#### WHAT TO WORK ON
Go over the data below line by line, and state how many lines contain the string "lane". Give the number only.

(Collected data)
+++++

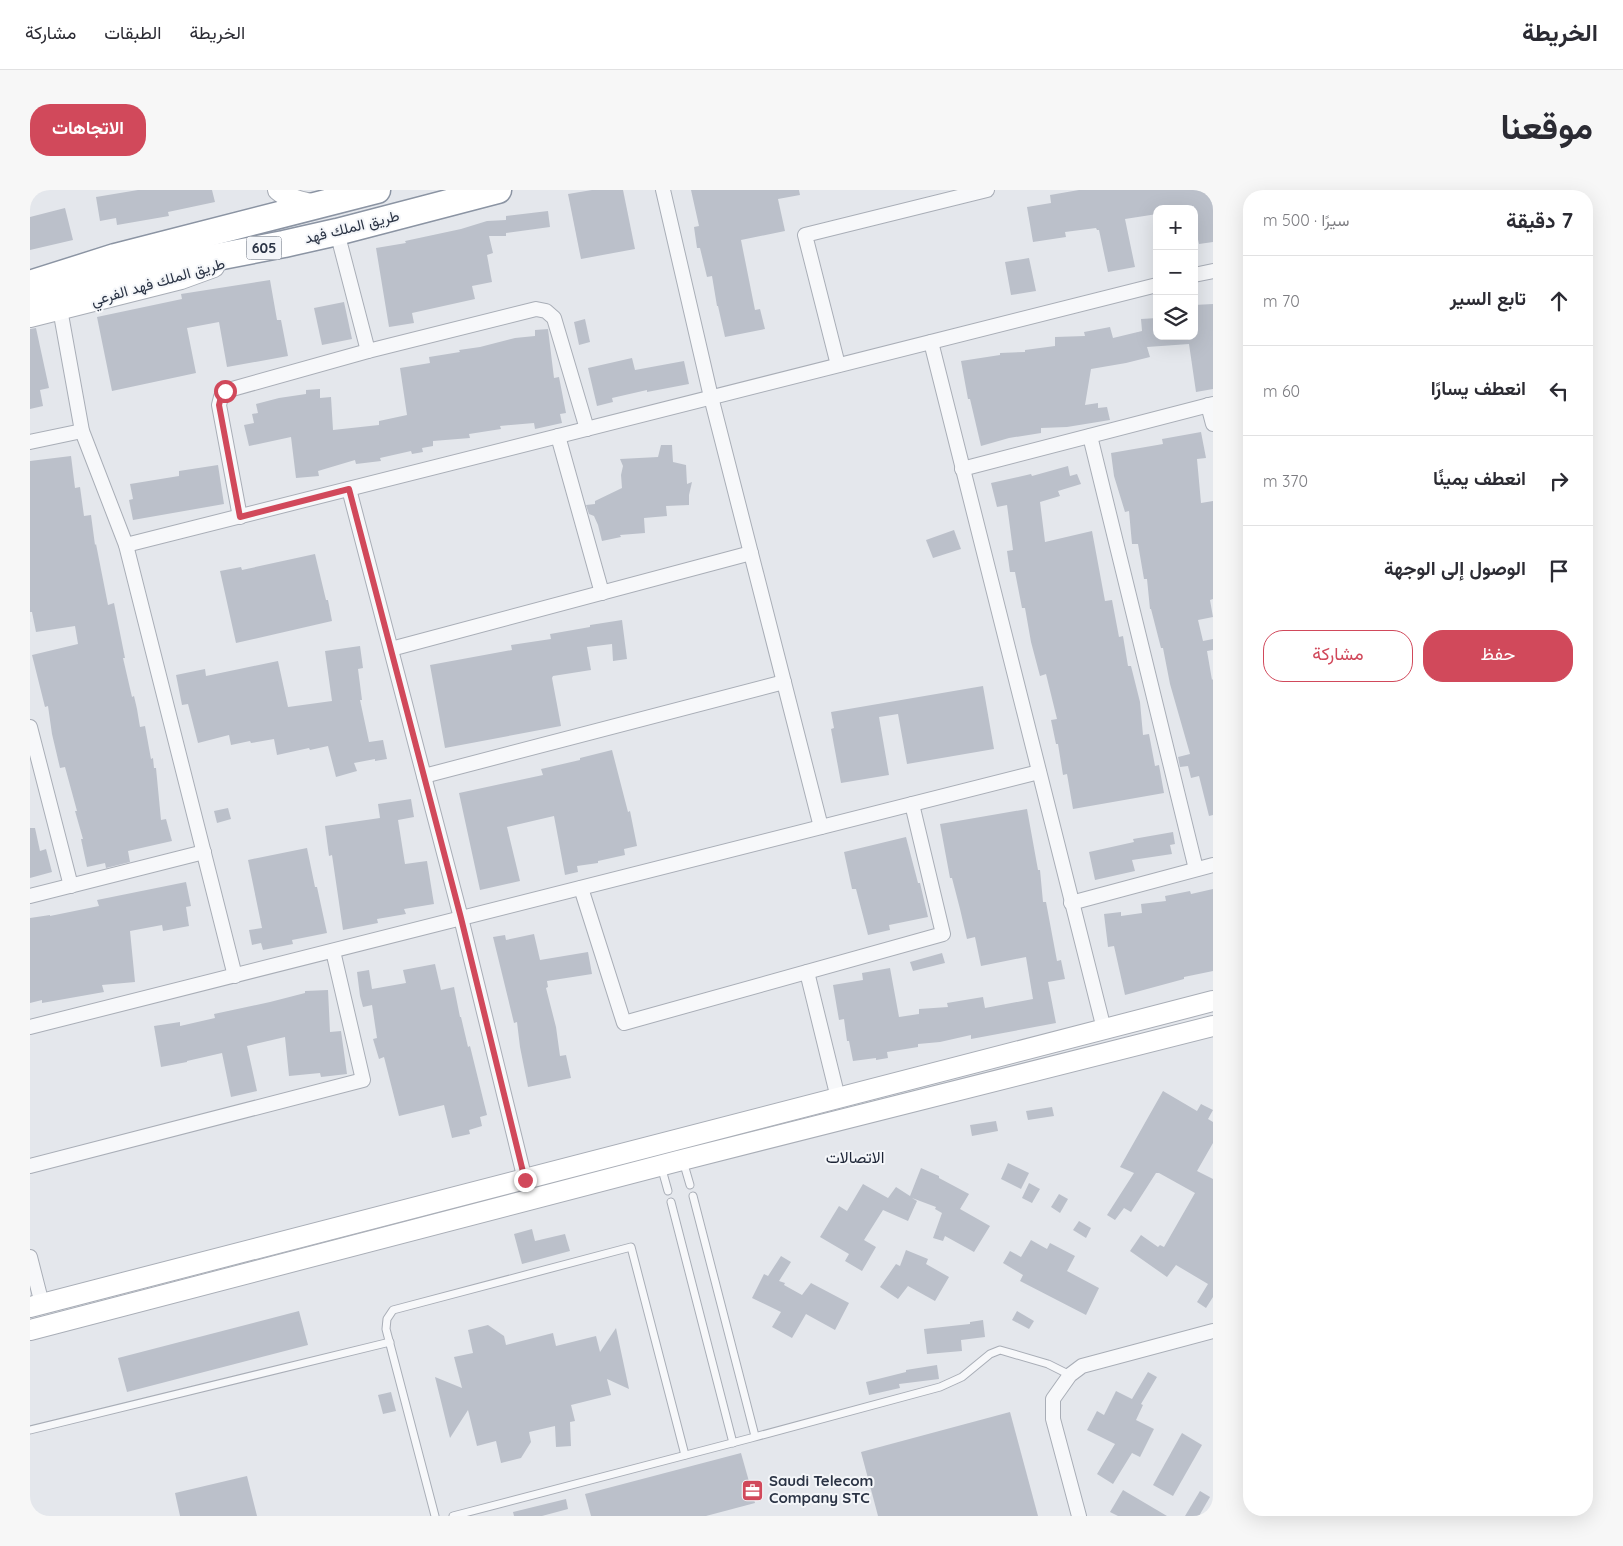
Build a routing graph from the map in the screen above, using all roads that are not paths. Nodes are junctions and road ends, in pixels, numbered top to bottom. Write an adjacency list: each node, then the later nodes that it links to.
1 (278, 190): 6 (street)
2 (377, 190): 6 (highway, طريق الملك فهد / 605)
3 (498, 190): 7 (highway, طريق الملك فهد / 605)
4 (663, 190): 21 (street)
5 (987, 190): 20 (street)
6 (318, 205): 9 (highway, طريق الملك فهد / 605)
7 (337, 232): 8 (highway, طريق الملك فهد / 605); 19 (street)
8 (284, 244): 15 (highway, طريق الملك فهد / 605); 16 (street, طريق الملك فهد الفرعي)
9 (115, 257): 11 (street); 13 (highway, طريق الملك فهد / 605)
10 (1213, 270): 12 (street)
11 (30, 271)
12 (1198, 274)
13 (30, 284)
14 (1153, 286): 18 (street)
15 (30, 301)
16 (60, 309): 17 (street, طريق الملك فهد الفرعي); 25 (street)
17 (30, 317)
18 (931, 342): 20 (street); 29 (street)
19 (368, 351): 24 (street); 31 (street)
20 (838, 365): 21 (street)
21 (711, 397): 24 (street); 33 (street)
22 (1211, 405): 23 (street); 27 (street)
23 (1213, 424)
24 (587, 429): 26 (street)
25 (82, 431): 28 (street); 32 (street)
26 (558, 436): 30 (street); 34 (street)
27 (1090, 436): 29 (street); 44 (street)
28 (30, 442)
29 (962, 469): 38 (street)
30 (349, 489): 31 (street); 35 (street)
31 (240, 517): 32 (street)
32 (126, 545): 42 (street)
33 (751, 553): 34 (street); 36 (street)
34 (602, 593): 35 (street)
35 (391, 649): 39 (street)
36 (784, 682): 39 (street); 41 (street)
37 (30, 727): 45 (street)
38 (1038, 772): 40 (street); 48 (street)
39 (424, 776): 49 (street)
40 (912, 804): 41 (street); 51 (street)
41 (820, 827): 46 (street)
42 (204, 852): 45 (street); 52 (street)
43 (1213, 865): 44 (street)
44 (1196, 869): 48 (street)
45 (71, 886): 47 (street)
46 (581, 888): 49 (street); 51 (street)
47 (30, 896)
48 (1072, 903): 56 (street)
49 (461, 918): 50 (street); 61 (street)
50 (333, 951): 52 (street); 59 (street)
51 (807, 972): 57 (street)
52 (235, 976): 55 (street)
53 (1213, 1000): 56 (street)
54 (1213, 1026): 58 (street)
55 (30, 1027)
56 (1104, 1029): 57 (street)
57 (838, 1098): 61 (street)
58 (683, 1160): 60 (street); 62 (lane)
59 (30, 1166)
60 (660, 1166): 63 (lane); 68 (street)
61 (525, 1180): 67 (street)
62 (690, 1185)
63 (668, 1191)
64 (693, 1196): 73 (lane)
65 (671, 1202): 74 (lane)
66 (30, 1256): 67 (street)
67 (36, 1306)
68 (30, 1330)
69 (1213, 1331): 71 (street)
70 (390, 1342): 72 (lane); 75 (lane); 76 (lane)
71 (1070, 1375): 73 (lane); 78 (street)
72 (30, 1430)
73 (755, 1436): 74 (lane)
74 (733, 1443): 75 (lane)
75 (685, 1455): 77 (lane)
76 (435, 1516)
77 (452, 1516)
78 (1079, 1516)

+++++

#### EXERCISE OUTPUT
9